> **What is needed**
Among the lines of the records, find all that carry the word "lineWidth" and copy them.

■ ■ ■

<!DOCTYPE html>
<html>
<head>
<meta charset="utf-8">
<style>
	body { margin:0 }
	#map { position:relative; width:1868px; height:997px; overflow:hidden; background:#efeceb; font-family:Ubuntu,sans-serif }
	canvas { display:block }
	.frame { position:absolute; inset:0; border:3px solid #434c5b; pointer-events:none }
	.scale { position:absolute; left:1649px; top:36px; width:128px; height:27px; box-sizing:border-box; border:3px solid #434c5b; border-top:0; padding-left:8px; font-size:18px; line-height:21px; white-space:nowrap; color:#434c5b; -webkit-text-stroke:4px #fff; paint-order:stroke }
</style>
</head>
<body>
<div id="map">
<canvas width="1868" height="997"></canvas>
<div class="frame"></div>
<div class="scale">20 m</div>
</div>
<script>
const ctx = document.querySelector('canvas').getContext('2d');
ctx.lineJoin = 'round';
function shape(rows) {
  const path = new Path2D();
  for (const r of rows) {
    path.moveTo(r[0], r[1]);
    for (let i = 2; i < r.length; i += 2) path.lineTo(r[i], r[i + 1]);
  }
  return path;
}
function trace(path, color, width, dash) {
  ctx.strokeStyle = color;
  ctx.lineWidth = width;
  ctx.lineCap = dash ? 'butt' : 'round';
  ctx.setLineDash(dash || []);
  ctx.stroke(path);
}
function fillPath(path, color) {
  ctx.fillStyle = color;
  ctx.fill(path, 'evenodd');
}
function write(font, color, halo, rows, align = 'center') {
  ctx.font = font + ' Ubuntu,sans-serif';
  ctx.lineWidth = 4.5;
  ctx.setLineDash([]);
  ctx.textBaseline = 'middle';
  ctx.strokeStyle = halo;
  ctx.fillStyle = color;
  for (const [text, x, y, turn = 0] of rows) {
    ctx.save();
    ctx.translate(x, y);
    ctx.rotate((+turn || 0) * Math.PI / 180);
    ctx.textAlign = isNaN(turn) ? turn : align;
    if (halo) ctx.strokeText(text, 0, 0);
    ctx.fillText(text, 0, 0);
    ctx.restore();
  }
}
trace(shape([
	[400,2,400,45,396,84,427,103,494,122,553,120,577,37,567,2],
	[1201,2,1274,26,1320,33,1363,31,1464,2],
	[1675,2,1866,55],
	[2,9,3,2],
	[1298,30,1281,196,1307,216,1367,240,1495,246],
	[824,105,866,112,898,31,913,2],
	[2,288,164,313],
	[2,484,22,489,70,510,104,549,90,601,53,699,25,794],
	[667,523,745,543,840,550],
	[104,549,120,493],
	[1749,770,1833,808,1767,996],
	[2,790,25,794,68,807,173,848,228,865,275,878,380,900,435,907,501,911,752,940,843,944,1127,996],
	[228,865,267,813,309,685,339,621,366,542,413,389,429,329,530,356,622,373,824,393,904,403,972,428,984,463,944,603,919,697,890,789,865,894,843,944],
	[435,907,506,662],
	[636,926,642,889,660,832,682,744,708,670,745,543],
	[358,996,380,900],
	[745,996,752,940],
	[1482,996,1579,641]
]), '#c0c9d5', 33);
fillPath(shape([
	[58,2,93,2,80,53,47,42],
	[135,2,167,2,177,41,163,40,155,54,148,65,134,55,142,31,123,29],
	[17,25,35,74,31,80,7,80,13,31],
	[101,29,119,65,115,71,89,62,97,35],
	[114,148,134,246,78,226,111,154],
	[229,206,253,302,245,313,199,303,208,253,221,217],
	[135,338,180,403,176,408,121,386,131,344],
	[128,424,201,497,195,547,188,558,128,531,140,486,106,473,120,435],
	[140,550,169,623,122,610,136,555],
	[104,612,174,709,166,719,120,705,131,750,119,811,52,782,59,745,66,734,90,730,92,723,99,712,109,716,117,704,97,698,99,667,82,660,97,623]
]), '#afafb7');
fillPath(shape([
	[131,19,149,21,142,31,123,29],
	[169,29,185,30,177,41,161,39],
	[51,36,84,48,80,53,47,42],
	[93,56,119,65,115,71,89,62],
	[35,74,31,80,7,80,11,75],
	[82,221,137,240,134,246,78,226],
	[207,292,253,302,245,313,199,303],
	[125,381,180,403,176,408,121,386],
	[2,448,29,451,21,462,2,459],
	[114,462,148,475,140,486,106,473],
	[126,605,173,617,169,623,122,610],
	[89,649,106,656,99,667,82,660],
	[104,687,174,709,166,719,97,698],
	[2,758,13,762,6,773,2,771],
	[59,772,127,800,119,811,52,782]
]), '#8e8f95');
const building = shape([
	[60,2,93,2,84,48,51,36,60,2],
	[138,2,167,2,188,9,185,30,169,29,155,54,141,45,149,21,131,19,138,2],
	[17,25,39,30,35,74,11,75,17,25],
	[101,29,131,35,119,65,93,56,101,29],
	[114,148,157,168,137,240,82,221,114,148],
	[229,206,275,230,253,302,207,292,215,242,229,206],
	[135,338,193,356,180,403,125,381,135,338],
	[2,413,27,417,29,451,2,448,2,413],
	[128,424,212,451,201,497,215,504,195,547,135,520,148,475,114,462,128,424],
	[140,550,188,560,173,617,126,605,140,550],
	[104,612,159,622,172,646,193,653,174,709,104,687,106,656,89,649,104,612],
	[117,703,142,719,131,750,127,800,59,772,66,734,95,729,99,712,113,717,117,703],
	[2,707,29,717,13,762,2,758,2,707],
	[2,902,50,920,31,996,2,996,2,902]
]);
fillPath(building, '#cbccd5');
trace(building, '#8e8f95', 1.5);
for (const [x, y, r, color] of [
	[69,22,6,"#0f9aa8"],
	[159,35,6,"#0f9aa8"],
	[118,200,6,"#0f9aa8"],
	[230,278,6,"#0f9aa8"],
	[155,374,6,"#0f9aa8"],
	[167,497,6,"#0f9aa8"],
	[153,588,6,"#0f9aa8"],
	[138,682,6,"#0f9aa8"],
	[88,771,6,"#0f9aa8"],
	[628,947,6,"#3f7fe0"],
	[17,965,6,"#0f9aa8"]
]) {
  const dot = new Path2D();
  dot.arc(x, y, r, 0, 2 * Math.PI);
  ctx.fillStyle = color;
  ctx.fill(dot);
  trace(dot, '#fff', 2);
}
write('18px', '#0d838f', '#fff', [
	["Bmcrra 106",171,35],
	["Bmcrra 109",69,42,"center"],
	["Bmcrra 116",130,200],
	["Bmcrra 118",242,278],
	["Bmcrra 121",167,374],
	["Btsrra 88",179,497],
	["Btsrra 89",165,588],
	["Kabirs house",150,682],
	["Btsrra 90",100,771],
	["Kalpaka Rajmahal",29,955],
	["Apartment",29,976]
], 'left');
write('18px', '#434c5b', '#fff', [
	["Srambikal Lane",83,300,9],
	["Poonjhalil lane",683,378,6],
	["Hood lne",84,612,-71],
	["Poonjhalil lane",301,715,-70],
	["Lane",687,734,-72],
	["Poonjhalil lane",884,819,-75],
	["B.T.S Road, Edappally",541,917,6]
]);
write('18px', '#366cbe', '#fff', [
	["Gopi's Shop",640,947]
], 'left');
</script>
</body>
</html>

■ ■ ■

> **Exercise solution**
  ctx.lineWidth = width;
  ctx.lineWidth = 4.5;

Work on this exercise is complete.